Stored data entries
· · ·

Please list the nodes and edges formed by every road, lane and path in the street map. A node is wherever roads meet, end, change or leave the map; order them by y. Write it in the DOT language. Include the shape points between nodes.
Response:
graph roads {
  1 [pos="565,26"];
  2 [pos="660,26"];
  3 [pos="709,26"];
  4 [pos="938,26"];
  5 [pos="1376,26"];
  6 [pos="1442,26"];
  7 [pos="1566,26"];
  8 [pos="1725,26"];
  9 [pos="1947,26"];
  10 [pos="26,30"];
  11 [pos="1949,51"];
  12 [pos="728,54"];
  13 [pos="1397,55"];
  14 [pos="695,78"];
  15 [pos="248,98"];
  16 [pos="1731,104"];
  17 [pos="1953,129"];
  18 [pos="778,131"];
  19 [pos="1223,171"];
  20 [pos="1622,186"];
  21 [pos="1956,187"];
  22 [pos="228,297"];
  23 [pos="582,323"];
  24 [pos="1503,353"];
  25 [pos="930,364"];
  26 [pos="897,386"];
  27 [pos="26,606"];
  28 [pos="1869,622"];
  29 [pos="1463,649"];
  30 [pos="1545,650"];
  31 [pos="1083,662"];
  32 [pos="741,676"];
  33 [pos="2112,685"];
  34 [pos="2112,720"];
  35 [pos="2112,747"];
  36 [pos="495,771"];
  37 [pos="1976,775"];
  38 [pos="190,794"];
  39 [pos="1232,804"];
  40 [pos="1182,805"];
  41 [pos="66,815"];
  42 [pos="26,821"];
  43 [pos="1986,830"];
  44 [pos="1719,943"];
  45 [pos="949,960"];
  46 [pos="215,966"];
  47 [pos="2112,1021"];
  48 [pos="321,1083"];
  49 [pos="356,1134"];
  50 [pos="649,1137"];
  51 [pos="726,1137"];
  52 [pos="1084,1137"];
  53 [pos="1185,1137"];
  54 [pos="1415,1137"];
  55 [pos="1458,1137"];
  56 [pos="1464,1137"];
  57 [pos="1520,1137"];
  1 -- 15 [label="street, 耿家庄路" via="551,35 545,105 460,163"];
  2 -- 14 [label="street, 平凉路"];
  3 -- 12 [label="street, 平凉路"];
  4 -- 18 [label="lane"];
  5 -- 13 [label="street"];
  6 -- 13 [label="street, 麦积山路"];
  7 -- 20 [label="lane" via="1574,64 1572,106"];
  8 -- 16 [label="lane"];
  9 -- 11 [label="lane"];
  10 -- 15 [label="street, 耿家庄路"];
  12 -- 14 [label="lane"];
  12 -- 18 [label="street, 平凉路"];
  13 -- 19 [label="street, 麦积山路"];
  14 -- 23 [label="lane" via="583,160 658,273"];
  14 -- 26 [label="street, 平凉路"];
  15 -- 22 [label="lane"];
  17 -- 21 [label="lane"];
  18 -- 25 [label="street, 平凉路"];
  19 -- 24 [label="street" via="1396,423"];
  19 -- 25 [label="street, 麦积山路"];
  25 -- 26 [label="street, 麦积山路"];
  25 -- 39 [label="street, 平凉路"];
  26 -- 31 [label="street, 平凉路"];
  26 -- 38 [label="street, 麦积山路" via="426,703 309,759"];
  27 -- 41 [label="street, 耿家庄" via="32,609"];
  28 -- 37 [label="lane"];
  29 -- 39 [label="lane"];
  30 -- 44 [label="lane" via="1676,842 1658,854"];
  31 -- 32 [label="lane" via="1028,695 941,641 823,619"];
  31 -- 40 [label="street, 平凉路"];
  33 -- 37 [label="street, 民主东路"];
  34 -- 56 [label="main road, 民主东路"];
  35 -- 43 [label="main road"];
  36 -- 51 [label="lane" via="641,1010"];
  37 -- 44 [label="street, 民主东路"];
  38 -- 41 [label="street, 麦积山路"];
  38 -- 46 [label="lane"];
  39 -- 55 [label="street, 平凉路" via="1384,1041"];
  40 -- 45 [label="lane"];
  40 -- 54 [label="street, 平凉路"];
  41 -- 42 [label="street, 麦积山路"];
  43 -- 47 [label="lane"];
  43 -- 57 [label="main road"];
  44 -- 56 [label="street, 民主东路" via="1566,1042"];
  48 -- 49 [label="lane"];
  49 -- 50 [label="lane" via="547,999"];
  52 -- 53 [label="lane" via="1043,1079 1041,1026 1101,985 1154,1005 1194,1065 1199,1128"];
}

· · ·

* _Problem to solve_
Every line in the records has to be written out again exactly.

* _Task output_
Please list the nodes and edges formed by every road, lane and path in the street map. A node is wherever roads meet, end, change or leave the map; order them by y. Write it in the DOT language. Include the shape points between nodes.
Response:
graph roads {
  1 [pos="565,26"];
  2 [pos="660,26"];
  3 [pos="709,26"];
  4 [pos="938,26"];
  5 [pos="1376,26"];
  6 [pos="1442,26"];
  7 [pos="1566,26"];
  8 [pos="1725,26"];
  9 [pos="1947,26"];
  10 [pos="26,30"];
  11 [pos="1949,51"];
  12 [pos="728,54"];
  13 [pos="1397,55"];
  14 [pos="695,78"];
  15 [pos="248,98"];
  16 [pos="1731,104"];
  17 [pos="1953,129"];
  18 [pos="778,131"];
  19 [pos="1223,171"];
  20 [pos="1622,186"];
  21 [pos="1956,187"];
  22 [pos="228,297"];
  23 [pos="582,323"];
  24 [pos="1503,353"];
  25 [pos="930,364"];
  26 [pos="897,386"];
  27 [pos="26,606"];
  28 [pos="1869,622"];
  29 [pos="1463,649"];
  30 [pos="1545,650"];
  31 [pos="1083,662"];
  32 [pos="741,676"];
  33 [pos="2112,685"];
  34 [pos="2112,720"];
  35 [pos="2112,747"];
  36 [pos="495,771"];
  37 [pos="1976,775"];
  38 [pos="190,794"];
  39 [pos="1232,804"];
  40 [pos="1182,805"];
  41 [pos="66,815"];
  42 [pos="26,821"];
  43 [pos="1986,830"];
  44 [pos="1719,943"];
  45 [pos="949,960"];
  46 [pos="215,966"];
  47 [pos="2112,1021"];
  48 [pos="321,1083"];
  49 [pos="356,1134"];
  50 [pos="649,1137"];
  51 [pos="726,1137"];
  52 [pos="1084,1137"];
  53 [pos="1185,1137"];
  54 [pos="1415,1137"];
  55 [pos="1458,1137"];
  56 [pos="1464,1137"];
  57 [pos="1520,1137"];
  1 -- 15 [label="street, 耿家庄路" via="551,35 545,105 460,163"];
  2 -- 14 [label="street, 平凉路"];
  3 -- 12 [label="street, 平凉路"];
  4 -- 18 [label="lane"];
  5 -- 13 [label="street"];
  6 -- 13 [label="street, 麦积山路"];
  7 -- 20 [label="lane" via="1574,64 1572,106"];
  8 -- 16 [label="lane"];
  9 -- 11 [label="lane"];
  10 -- 15 [label="street, 耿家庄路"];
  12 -- 14 [label="lane"];
  12 -- 18 [label="street, 平凉路"];
  13 -- 19 [label="street, 麦积山路"];
  14 -- 23 [label="lane" via="583,160 658,273"];
  14 -- 26 [label="street, 平凉路"];
  15 -- 22 [label="lane"];
  17 -- 21 [label="lane"];
  18 -- 25 [label="street, 平凉路"];
  19 -- 24 [label="street" via="1396,423"];
  19 -- 25 [label="street, 麦积山路"];
  25 -- 26 [label="street, 麦积山路"];
  25 -- 39 [label="street, 平凉路"];
  26 -- 31 [label="street, 平凉路"];
  26 -- 38 [label="street, 麦积山路" via="426,703 309,759"];
  27 -- 41 [label="street, 耿家庄" via="32,609"];
  28 -- 37 [label="lane"];
  29 -- 39 [label="lane"];
  30 -- 44 [label="lane" via="1676,842 1658,854"];
  31 -- 32 [label="lane" via="1028,695 941,641 823,619"];
  31 -- 40 [label="street, 平凉路"];
  33 -- 37 [label="street, 民主东路"];
  34 -- 56 [label="main road, 民主东路"];
  35 -- 43 [label="main road"];
  36 -- 51 [label="lane" via="641,1010"];
  37 -- 44 [label="street, 民主东路"];
  38 -- 41 [label="street, 麦积山路"];
  38 -- 46 [label="lane"];
  39 -- 55 [label="street, 平凉路" via="1384,1041"];
  40 -- 45 [label="lane"];
  40 -- 54 [label="street, 平凉路"];
  41 -- 42 [label="street, 麦积山路"];
  43 -- 47 [label="lane"];
  43 -- 57 [label="main road"];
  44 -- 56 [label="street, 民主东路" via="1566,1042"];
  48 -- 49 [label="lane"];
  49 -- 50 [label="lane" via="547,999"];
  52 -- 53 [label="lane" via="1043,1079 1041,1026 1101,985 1154,1005 1194,1065 1199,1128"];
}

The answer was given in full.